After installation, I ran a quick playbook to tail the agent log on each machine and confirm replication was actually starting:

- name: Check agent log tail
  ansible.windows.win_shell: >
    Get-Content 'C:\Program Files\AWS Replication Agent\log\agent.log' -Tail 20
  register: agent_log

- name: Print log output
  debug:
    msg: "{{ agent_log.stdout_lines }}"

You're looking for lines indicating the agent has connected and begun initial sync. Errors here usually mean network connectivity issues to the AWS replication endpoints, or a problem with the credentials.

WinRM Timeouts at Scale

Running playbooks across sites with varied network latency — some US domestic, some in Asia-Pacific — exposed WinRM timeout issues that don't appear in a single-site environment. The default ansible_winrm_operation_timeout_sec of 20 seconds isn't enough for international connections under load.
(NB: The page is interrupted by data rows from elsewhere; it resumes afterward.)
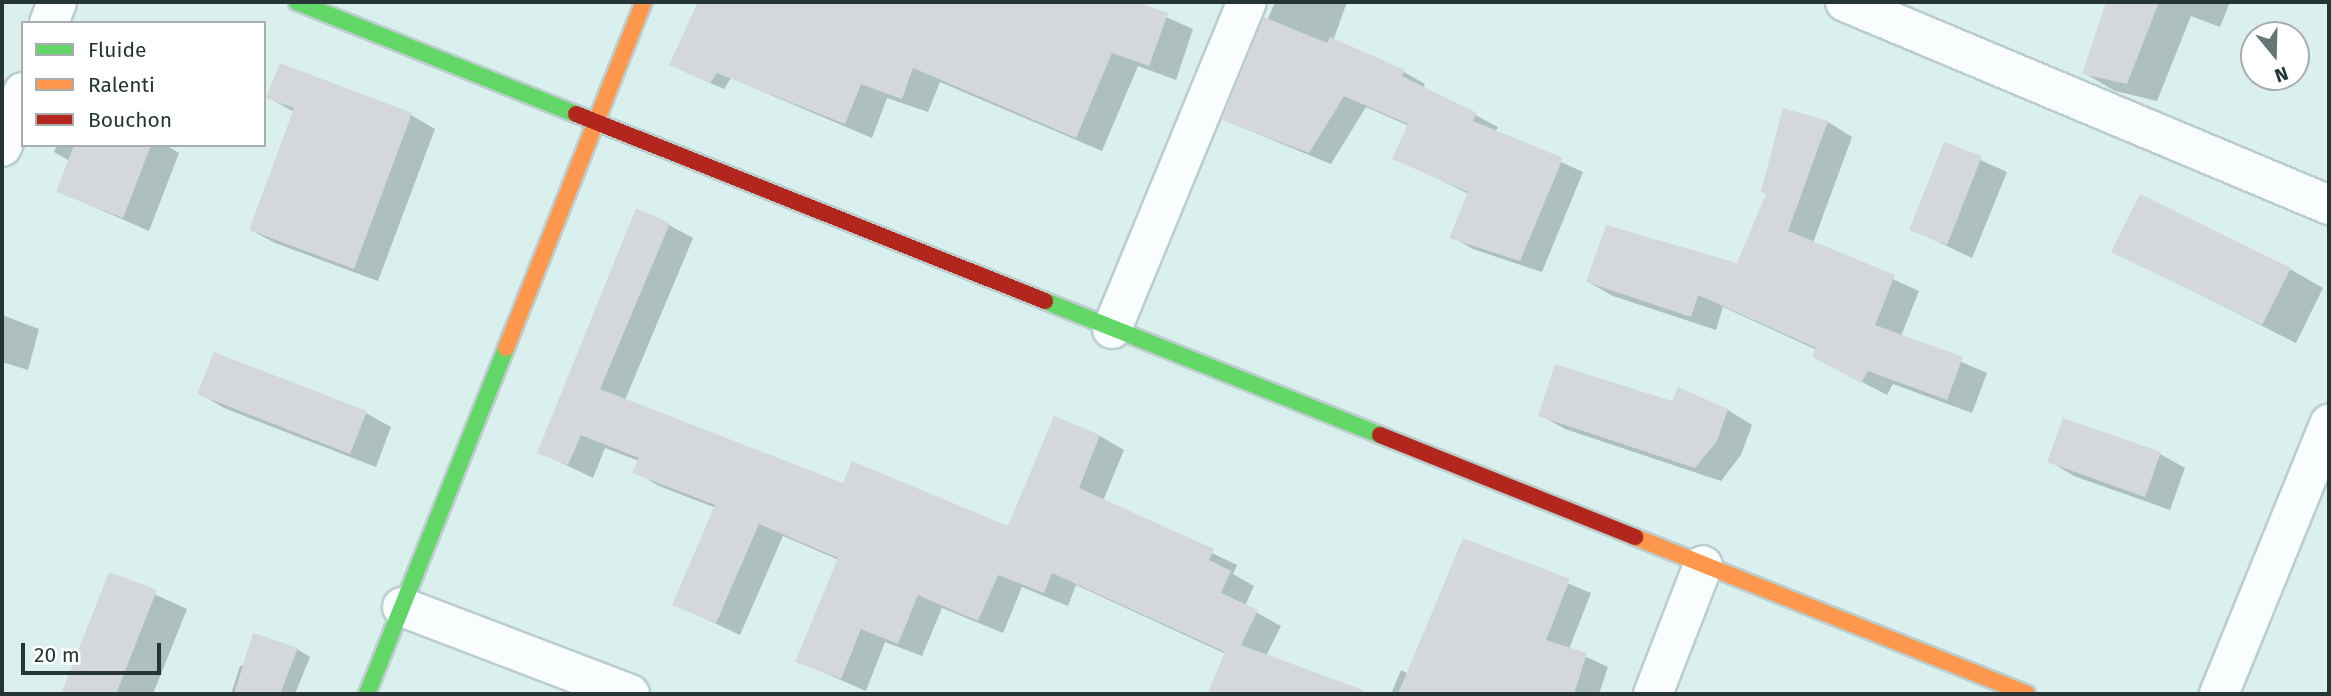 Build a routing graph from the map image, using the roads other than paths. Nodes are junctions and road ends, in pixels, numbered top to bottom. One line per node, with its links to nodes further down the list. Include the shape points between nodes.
1 (58, 2): 7 (street)
2 (297, 2): 9 (street)
3 (644, 2): 9 (street)
4 (1247, 2): 12 (street)
5 (1845, 2): 6 (street)
6 (1907, 13): 11 (street)
7 (51, 21)
8 (21, 97): 10 (street)
9 (597, 120): 12 (street); 15 (street)
10 (2, 147)
11 (2329, 205)
12 (1112, 329): 14 (street)
13 (2329, 424): 20 (street)
14 (1703, 565): 18 (street); 19 (street)
15 (402, 607): 16 (street); 17 (street)
16 (368, 694)
17 (630, 694)
18 (1653, 694)
19 (2027, 694)
20 (2220, 694) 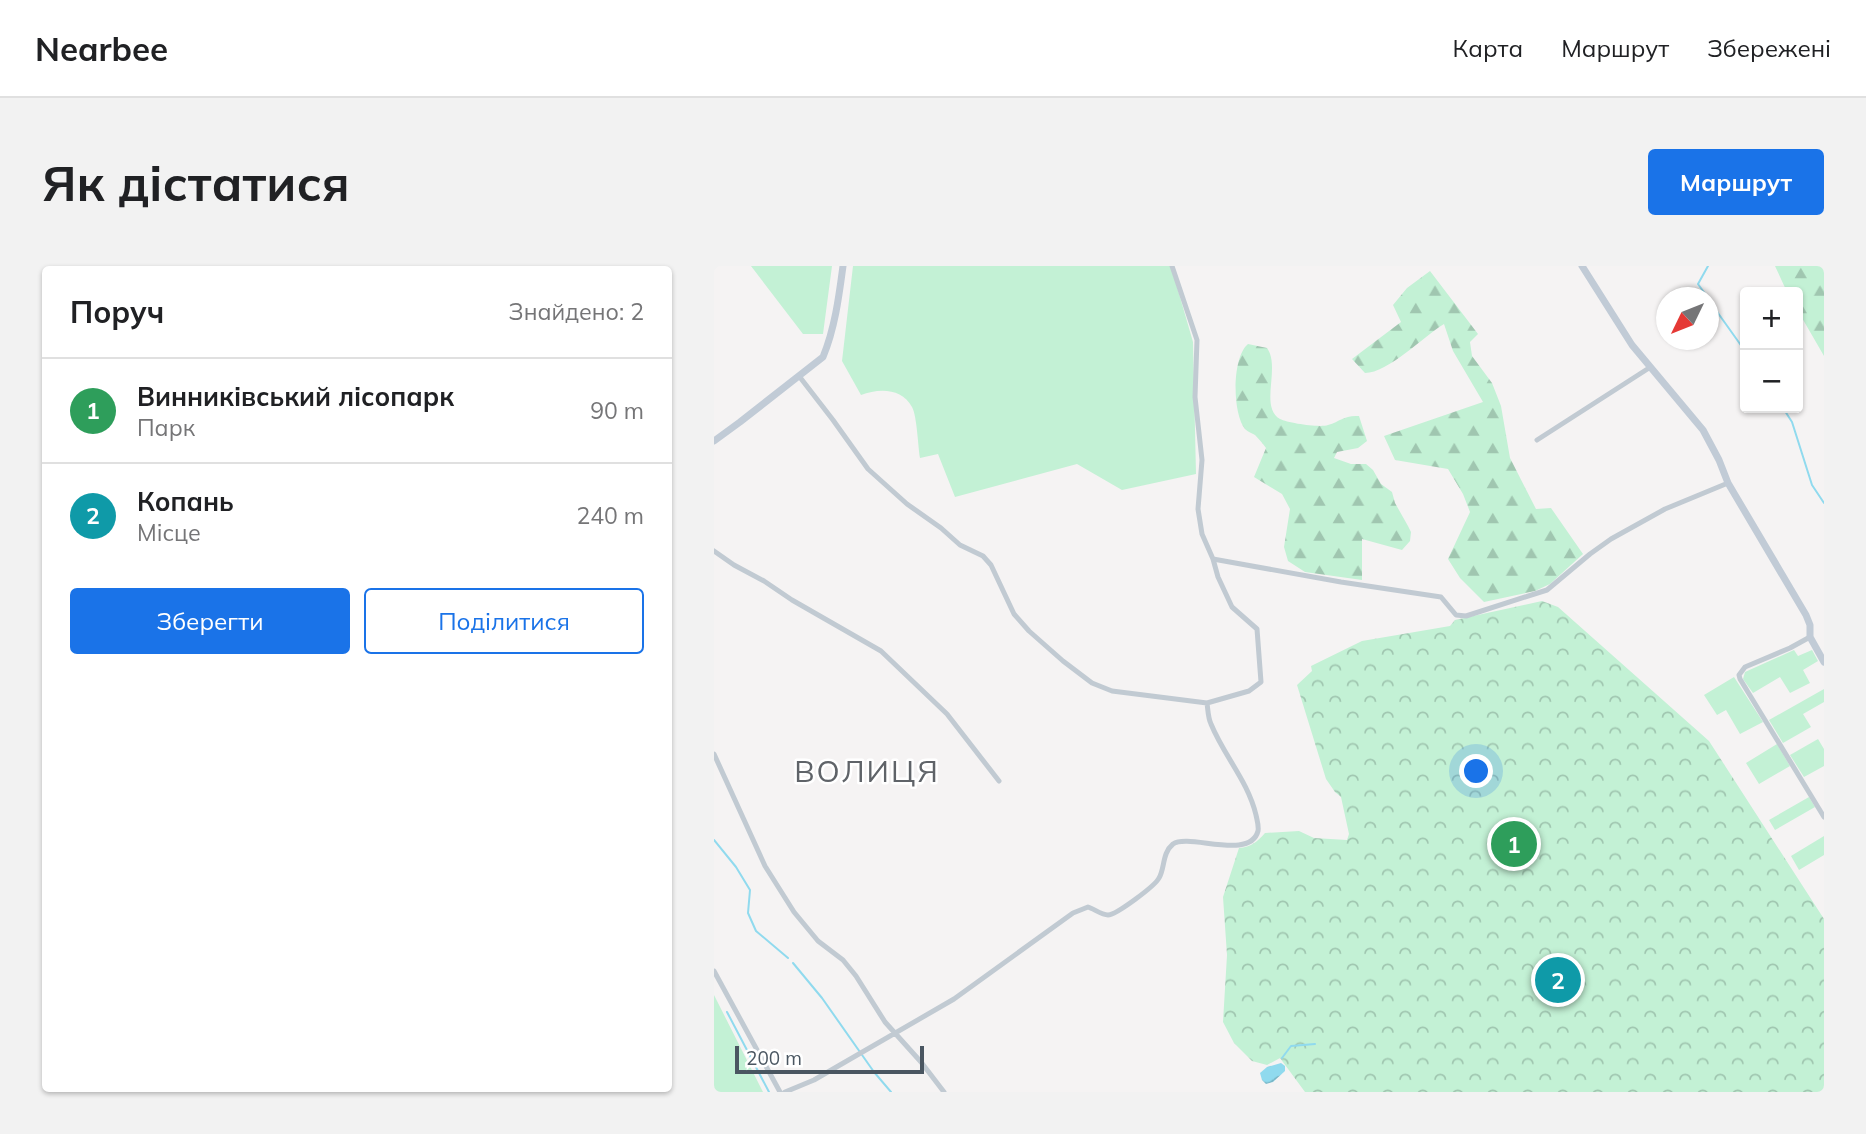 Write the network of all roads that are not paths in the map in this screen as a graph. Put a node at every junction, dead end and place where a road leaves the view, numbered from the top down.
1 (843, 266) edge
2 (1172, 266) edge
3 (1581, 266) edge
4 (1649, 368) junction
5 (799, 376) junction
6 (1537, 440) dead end
7 (714, 441) edge
8 (1728, 483) junction
9 (714, 551) edge
10 (1213, 559) junction
11 (1810, 637) junction
12 (1824, 662) edge
13 (1207, 703) junction
14 (714, 754) edge
15 (999, 781) dead end
16 (1824, 817) edge
17 (714, 971) edge
18 (895, 1034) junction
19 (782, 1092) edge
20 (944, 1092) edge

1 - 5 street
2 - 10 street
3 - 4 street
4 - 6 street
4 - 8 street
5 - 7 street
5 - 13 street
8 - 10 street
8 - 11 street
9 - 15 street
10 - 13 street
11 - 12 street
11 - 16 street
13 - 18 street
14 - 18 street
17 - 19 street
18 - 19 street
18 - 20 street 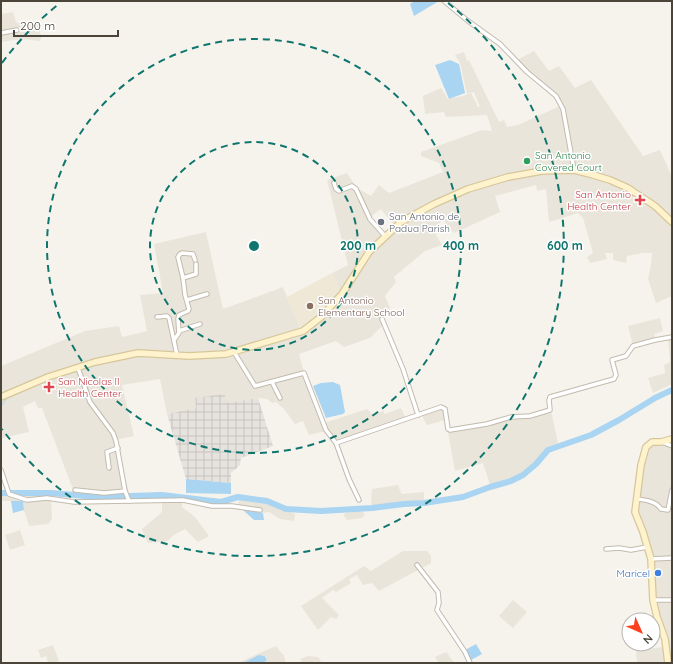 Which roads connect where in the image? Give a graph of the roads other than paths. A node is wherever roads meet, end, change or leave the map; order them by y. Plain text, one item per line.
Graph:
1 (444, 1) edge
2 (17, 30) dead end
3 (1, 33) edge
4 (574, 170) junction
5 (334, 183) dead end
6 (672, 222) edge
7 (385, 236) junction
8 (183, 278) junction
9 (207, 294) dead end
10 (187, 300) junction
11 (157, 317) dead end
12 (382, 319) dead end
13 (200, 324) dead end
14 (179, 331) junction
15 (672, 338) edge
16 (174, 340) junction
17 (234, 352) junction
18 (177, 355) junction
19 (78, 368) junction
20 (272, 382) junction
21 (1, 397) edge
22 (280, 398) dead end
23 (418, 415) junction
24 (672, 439) edge
25 (336, 442) junction
26 (661, 442) junction
27 (672, 446) edge
28 (118, 448) junction
29 (109, 468) dead end
30 (1, 470) edge
31 (74, 490) dead end
32 (672, 490) edge
33 (126, 492) junction
34 (637, 499) junction
35 (129, 500) junction
36 (359, 500) dead end
37 (260, 510) dead end
38 (647, 547) junction
39 (606, 549) dead end
40 (672, 558) edge
41 (651, 559) junction
42 (417, 565) dead end
43 (653, 600) junction
44 (672, 600) edge
45 (470, 663) edge
46 (668, 663) edge

1 - 4 street
2 - 3 street
4 - 6 street
4 - 7 street
5 - 7 street
7 - 17 street
8 - 8 street
8 - 10 street
9 - 10 street
10 - 14 street
11 - 16 street
12 - 23 street
13 - 14 street
14 - 16 street
15 - 23 street
16 - 18 street
17 - 18 street
17 - 20 street
18 - 19 street
19 - 21 street
19 - 28 street
20 - 22 street
20 - 25 street
23 - 25 street
24 - 26 street
25 - 36 street
26 - 27 street
26 - 34 street
28 - 29 street
28 - 33 street
30 - 35 street
31 - 33 street
32 - 34 street
33 - 35 street
34 - 38 street
35 - 37 street
38 - 39 street
38 - 41 street
40 - 41 street
41 - 43 street
42 - 45 street
43 - 44 street
43 - 46 street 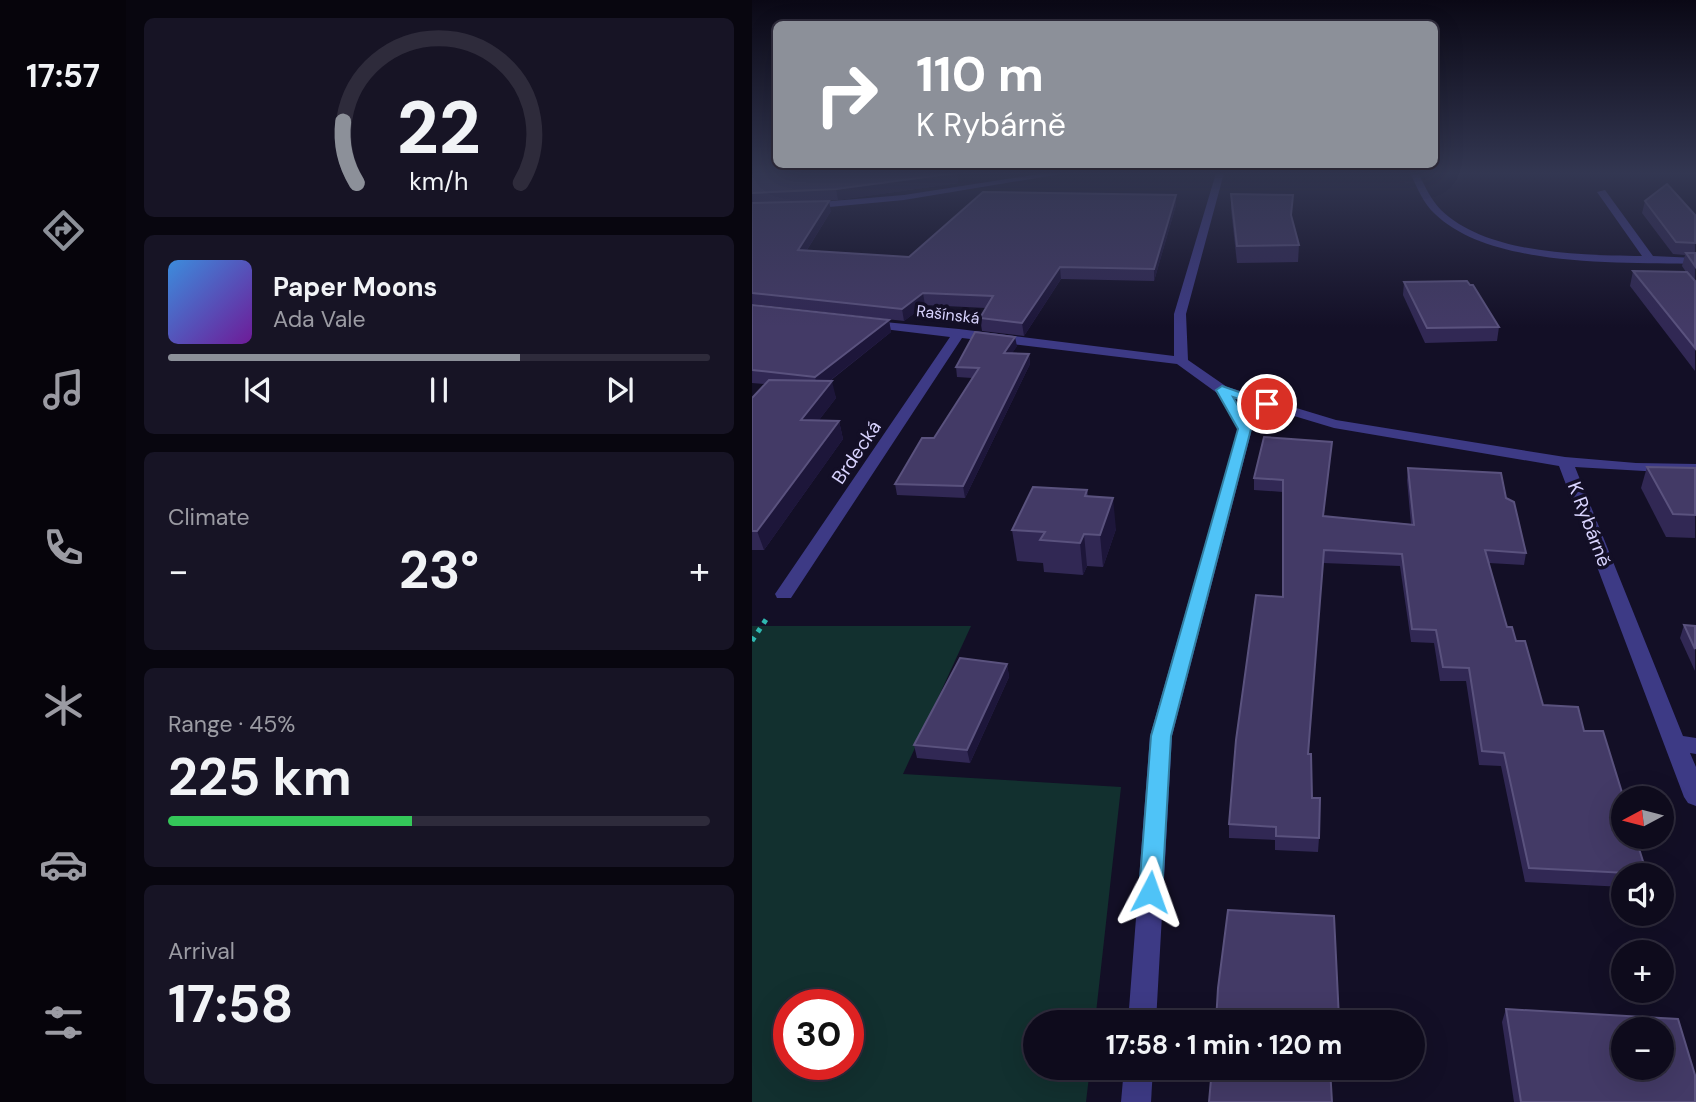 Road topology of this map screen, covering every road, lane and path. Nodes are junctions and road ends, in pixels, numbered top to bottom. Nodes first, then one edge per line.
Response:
1 (1205, 224) edge
2 (1460, 224) edge
3 (1625, 224) edge
4 (1649, 258) junction
5 (1695, 261) edge
6 (849, 321) edge
7 (959, 333) junction
8 (1181, 361) junction
9 (1222, 390) junction
10 (1565, 462) junction
11 (1695, 469) edge
12 (784, 594) dead end
13 (1685, 744) edge
14 (1695, 797) edge
15 (1143, 1010) edge
16 (1138, 1080) edge
17 (1136, 1102) edge

1 - 8 street
2 - 4 street
3 - 4 street
4 - 5 street
6 - 7 street, Rašínská
7 - 8 street, Rašínská
7 - 12 street, Brdecká
8 - 9 street
9 - 10 street, K Rybárně
9 - 15 street
10 - 11 street
10 - 13 street, K Rybárně
13 - 14 street, K Rybárně
16 - 17 street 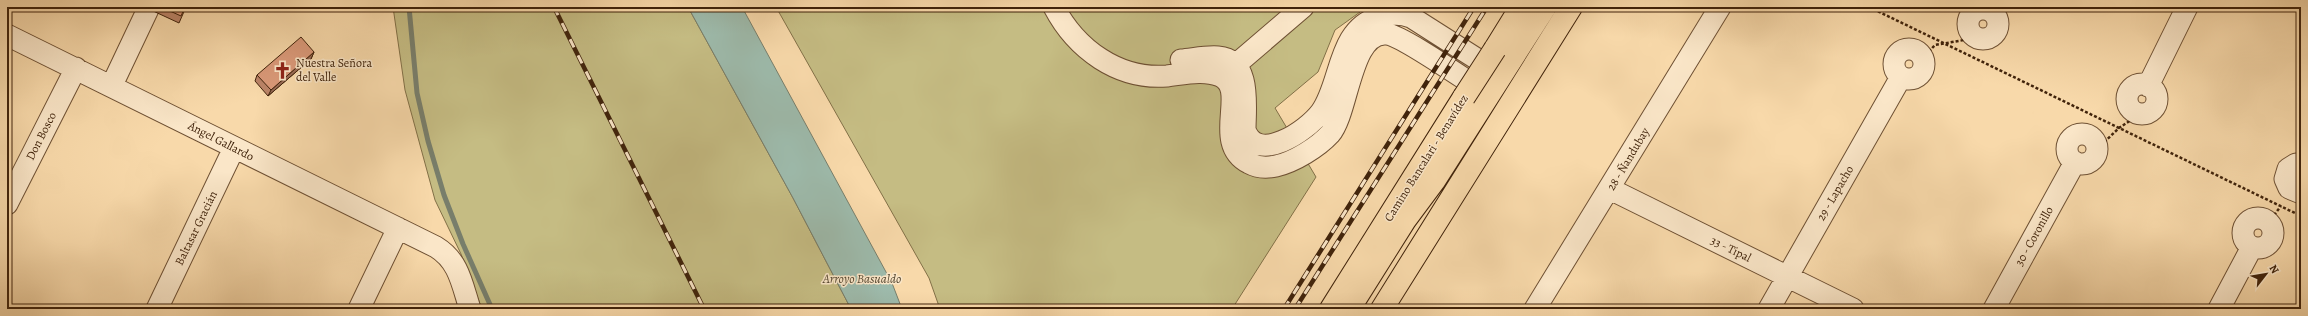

I settled on these values for international-site inventory:

ansible_winrm_operation_timeout_sec: 60
ansible_winrm_read_timeout_sec: 70

The read timeout should always be larger than the operation timeout. If they're equal or reversed, you get confusing timeout errors that look like connection resets rather than operation timeouts. The 10-second buffer isn't magic, but it was reliable across the Asia-Pacific site throughout the engagement.

For serial vs. parallel execution: Ansible's default forks setting runs tasks across hosts in parallel. For the discovery playbooks this was fine. For the agent installation, I ran it with --forks 5 to avoid hammering the installer download URL simultaneously from every machine. The international-site machines shared a slow pipe; parallel downloads would have hit rate limits.

Processing the Output

After running all discovery playbooks, the facts/ directory had four JSON files per server. A short Python script processed these into a spreadsheet for the DR runbook: disk layout, drive letters, IP addresses, OS version, and auto-start service list per machine. Each row in the spreadsheet was one server. Each column was a fact category.

That spreadsheet became the authoritative input for the recovery runbook and for the boto3 script that built AWS security groups — each server's firewall rules mapped to ingress rules on its dedicated security group in AWS.

The whole discovery phase — running all four playbooks across all sites — took about 45 minutes due to WinRM connection setup overhead on the international sites. Doing the equivalent manually would have taken days.